Stored items
──────────

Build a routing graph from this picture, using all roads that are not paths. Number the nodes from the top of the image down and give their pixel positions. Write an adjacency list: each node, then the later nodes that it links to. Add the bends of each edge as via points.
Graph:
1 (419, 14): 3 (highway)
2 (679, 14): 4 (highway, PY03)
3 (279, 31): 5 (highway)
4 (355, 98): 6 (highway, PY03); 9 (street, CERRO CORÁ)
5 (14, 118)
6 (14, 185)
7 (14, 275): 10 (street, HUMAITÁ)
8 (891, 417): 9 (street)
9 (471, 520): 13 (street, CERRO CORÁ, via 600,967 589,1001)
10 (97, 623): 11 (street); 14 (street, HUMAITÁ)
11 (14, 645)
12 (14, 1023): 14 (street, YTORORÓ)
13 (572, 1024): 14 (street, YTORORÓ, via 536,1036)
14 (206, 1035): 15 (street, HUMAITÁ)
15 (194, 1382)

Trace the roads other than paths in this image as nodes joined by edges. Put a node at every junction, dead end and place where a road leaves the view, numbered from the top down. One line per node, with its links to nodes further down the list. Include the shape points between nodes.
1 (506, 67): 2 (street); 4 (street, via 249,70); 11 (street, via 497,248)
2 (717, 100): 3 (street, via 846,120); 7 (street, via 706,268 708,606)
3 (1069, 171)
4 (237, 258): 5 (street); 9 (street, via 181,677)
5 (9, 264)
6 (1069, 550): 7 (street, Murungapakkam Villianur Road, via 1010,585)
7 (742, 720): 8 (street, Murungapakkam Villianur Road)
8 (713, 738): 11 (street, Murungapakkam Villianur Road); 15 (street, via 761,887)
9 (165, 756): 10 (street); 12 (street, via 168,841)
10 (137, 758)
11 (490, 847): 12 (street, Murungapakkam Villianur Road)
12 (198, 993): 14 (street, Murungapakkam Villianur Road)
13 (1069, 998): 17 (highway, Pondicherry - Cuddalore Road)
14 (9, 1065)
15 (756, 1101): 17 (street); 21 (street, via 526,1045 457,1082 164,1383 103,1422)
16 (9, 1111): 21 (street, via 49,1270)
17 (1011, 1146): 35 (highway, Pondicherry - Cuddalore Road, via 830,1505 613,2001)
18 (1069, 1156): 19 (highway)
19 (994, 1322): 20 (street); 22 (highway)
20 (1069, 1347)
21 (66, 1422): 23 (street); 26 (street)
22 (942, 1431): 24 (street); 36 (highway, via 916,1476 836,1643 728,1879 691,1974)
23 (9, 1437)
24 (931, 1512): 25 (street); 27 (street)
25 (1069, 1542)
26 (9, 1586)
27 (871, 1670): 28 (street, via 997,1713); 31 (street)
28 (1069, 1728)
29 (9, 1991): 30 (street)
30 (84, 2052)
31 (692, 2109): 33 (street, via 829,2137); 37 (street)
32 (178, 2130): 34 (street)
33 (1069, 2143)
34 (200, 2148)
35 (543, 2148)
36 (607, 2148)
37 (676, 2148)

──────────

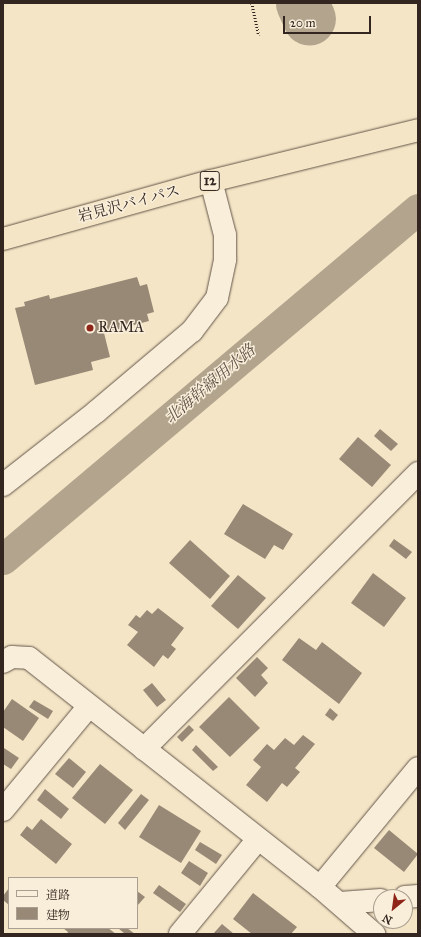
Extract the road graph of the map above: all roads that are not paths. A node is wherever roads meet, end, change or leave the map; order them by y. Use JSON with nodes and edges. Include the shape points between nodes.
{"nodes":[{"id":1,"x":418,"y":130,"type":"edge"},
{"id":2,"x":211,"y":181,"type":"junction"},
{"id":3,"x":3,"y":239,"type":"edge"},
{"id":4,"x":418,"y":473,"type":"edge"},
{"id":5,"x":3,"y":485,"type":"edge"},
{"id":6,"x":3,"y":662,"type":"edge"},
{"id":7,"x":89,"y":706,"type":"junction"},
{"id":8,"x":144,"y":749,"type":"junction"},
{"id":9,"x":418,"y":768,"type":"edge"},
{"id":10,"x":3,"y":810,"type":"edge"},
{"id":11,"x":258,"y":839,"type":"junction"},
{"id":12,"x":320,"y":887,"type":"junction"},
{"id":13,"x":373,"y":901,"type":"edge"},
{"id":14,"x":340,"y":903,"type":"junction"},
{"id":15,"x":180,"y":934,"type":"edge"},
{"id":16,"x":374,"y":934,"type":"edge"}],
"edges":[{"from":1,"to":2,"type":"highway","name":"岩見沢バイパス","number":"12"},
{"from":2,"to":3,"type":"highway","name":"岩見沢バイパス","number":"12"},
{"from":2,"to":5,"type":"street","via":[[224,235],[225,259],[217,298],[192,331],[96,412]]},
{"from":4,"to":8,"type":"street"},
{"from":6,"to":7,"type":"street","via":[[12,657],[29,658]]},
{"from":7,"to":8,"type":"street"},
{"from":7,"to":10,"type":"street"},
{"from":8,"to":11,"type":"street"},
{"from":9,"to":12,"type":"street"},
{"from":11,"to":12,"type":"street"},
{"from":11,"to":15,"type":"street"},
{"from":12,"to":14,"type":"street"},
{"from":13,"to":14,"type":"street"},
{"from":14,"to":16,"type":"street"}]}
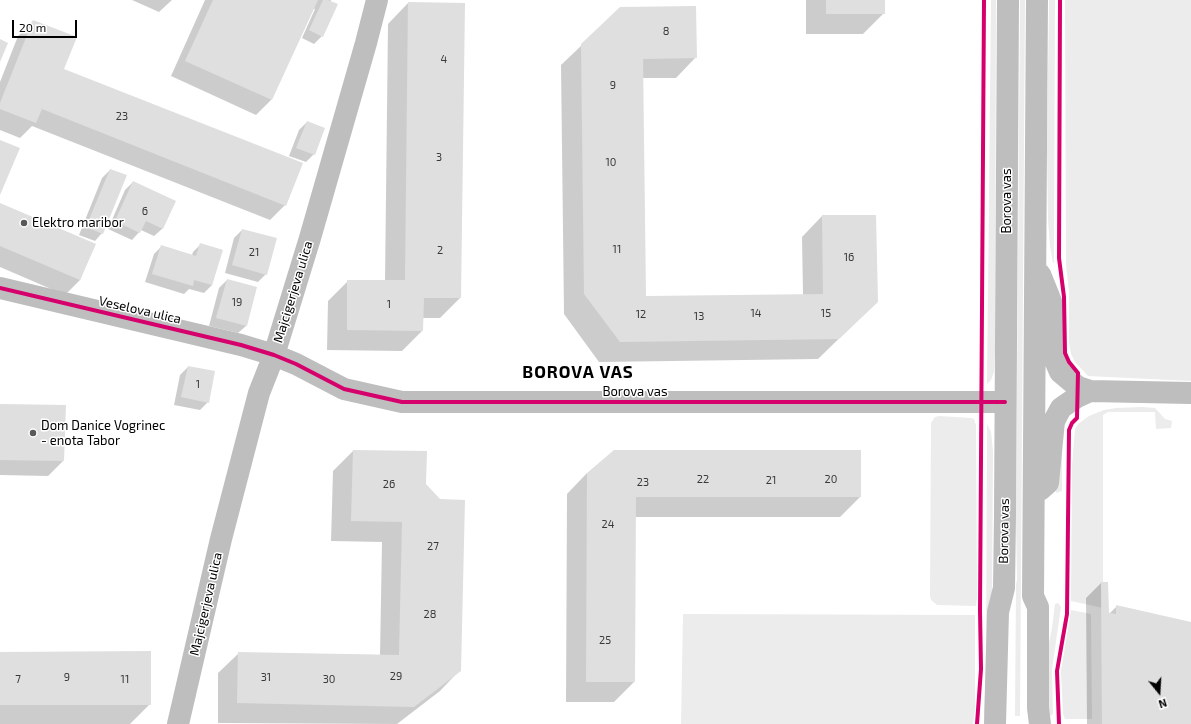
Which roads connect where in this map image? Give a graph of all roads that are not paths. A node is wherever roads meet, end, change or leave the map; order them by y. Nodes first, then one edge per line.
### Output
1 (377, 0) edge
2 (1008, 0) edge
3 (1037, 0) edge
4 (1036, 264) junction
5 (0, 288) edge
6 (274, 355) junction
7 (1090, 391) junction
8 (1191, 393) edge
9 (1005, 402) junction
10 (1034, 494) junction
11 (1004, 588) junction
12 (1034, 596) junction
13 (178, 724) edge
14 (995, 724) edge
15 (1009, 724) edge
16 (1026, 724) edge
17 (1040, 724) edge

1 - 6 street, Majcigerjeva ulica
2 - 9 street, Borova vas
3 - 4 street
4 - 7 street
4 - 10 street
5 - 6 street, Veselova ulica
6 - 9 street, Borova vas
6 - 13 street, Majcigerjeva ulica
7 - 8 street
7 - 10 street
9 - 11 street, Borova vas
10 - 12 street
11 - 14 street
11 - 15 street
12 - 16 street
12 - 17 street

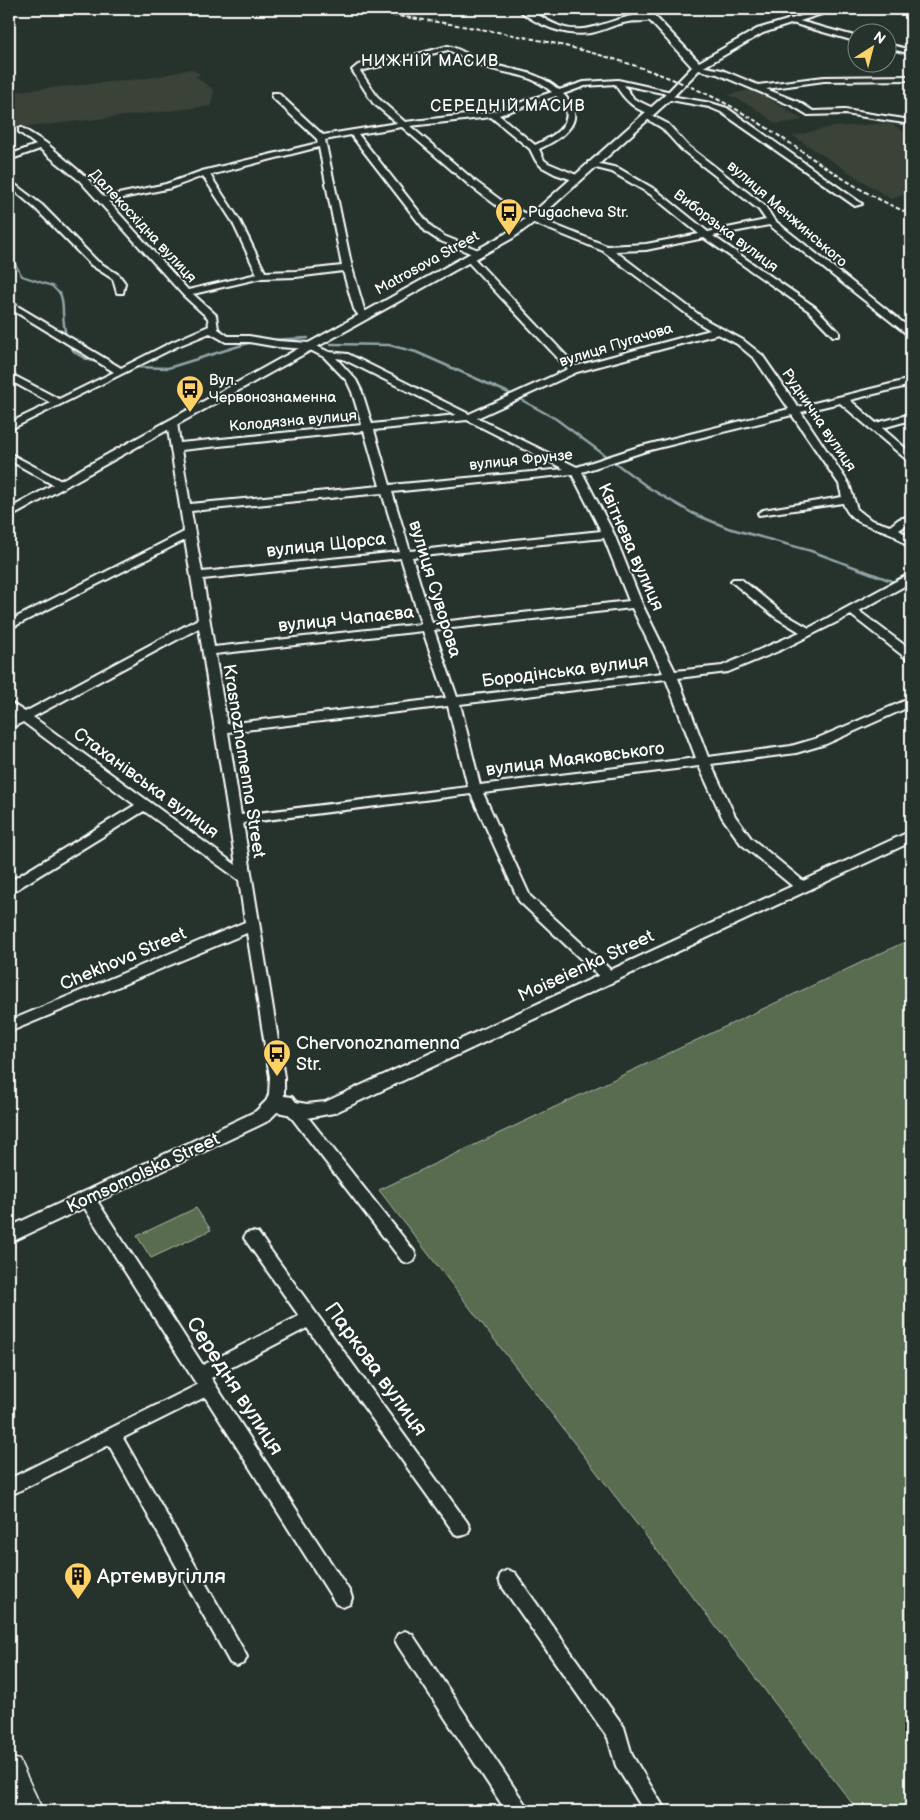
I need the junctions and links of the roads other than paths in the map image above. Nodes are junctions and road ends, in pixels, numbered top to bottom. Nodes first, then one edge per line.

──────────

### Task to carry out
Your answer should consist of the lines above between those holding "Extract the road" and "Which roads connect", inclusive, reproduced word for word and without pictures.

### Answer box
Extract the road graph of the map above: all roads that are not paths. A node is wherever roads meet, end, change or leave the map; order them by y. Use JSON with nodes and edges. Include the shape points between nodes.
{"nodes":[{"id":1,"x":418,"y":130,"type":"edge"},
{"id":2,"x":211,"y":181,"type":"junction"},
{"id":3,"x":3,"y":239,"type":"edge"},
{"id":4,"x":418,"y":473,"type":"edge"},
{"id":5,"x":3,"y":485,"type":"edge"},
{"id":6,"x":3,"y":662,"type":"edge"},
{"id":7,"x":89,"y":706,"type":"junction"},
{"id":8,"x":144,"y":749,"type":"junction"},
{"id":9,"x":418,"y":768,"type":"edge"},
{"id":10,"x":3,"y":810,"type":"edge"},
{"id":11,"x":258,"y":839,"type":"junction"},
{"id":12,"x":320,"y":887,"type":"junction"},
{"id":13,"x":373,"y":901,"type":"edge"},
{"id":14,"x":340,"y":903,"type":"junction"},
{"id":15,"x":180,"y":934,"type":"edge"},
{"id":16,"x":374,"y":934,"type":"edge"}],
"edges":[{"from":1,"to":2,"type":"highway","name":"岩見沢バイパス","number":"12"},
{"from":2,"to":3,"type":"highway","name":"岩見沢バイパス","number":"12"},
{"from":2,"to":5,"type":"street","via":[[224,235],[225,259],[217,298],[192,331],[96,412]]},
{"from":4,"to":8,"type":"street"},
{"from":6,"to":7,"type":"street","via":[[12,657],[29,658]]},
{"from":7,"to":8,"type":"street"},
{"from":7,"to":10,"type":"street"},
{"from":8,"to":11,"type":"street"},
{"from":9,"to":12,"type":"street"},
{"from":11,"to":12,"type":"street"},
{"from":11,"to":15,"type":"street"},
{"from":12,"to":14,"type":"street"},
{"from":13,"to":14,"type":"street"},
{"from":14,"to":16,"type":"street"}]}
Which roads connect where in this map image? Give a graph of all roads that are not paths. A node is wherever roads meet, end, change or leave the map; order them by y. Nodes first, then one edge per line.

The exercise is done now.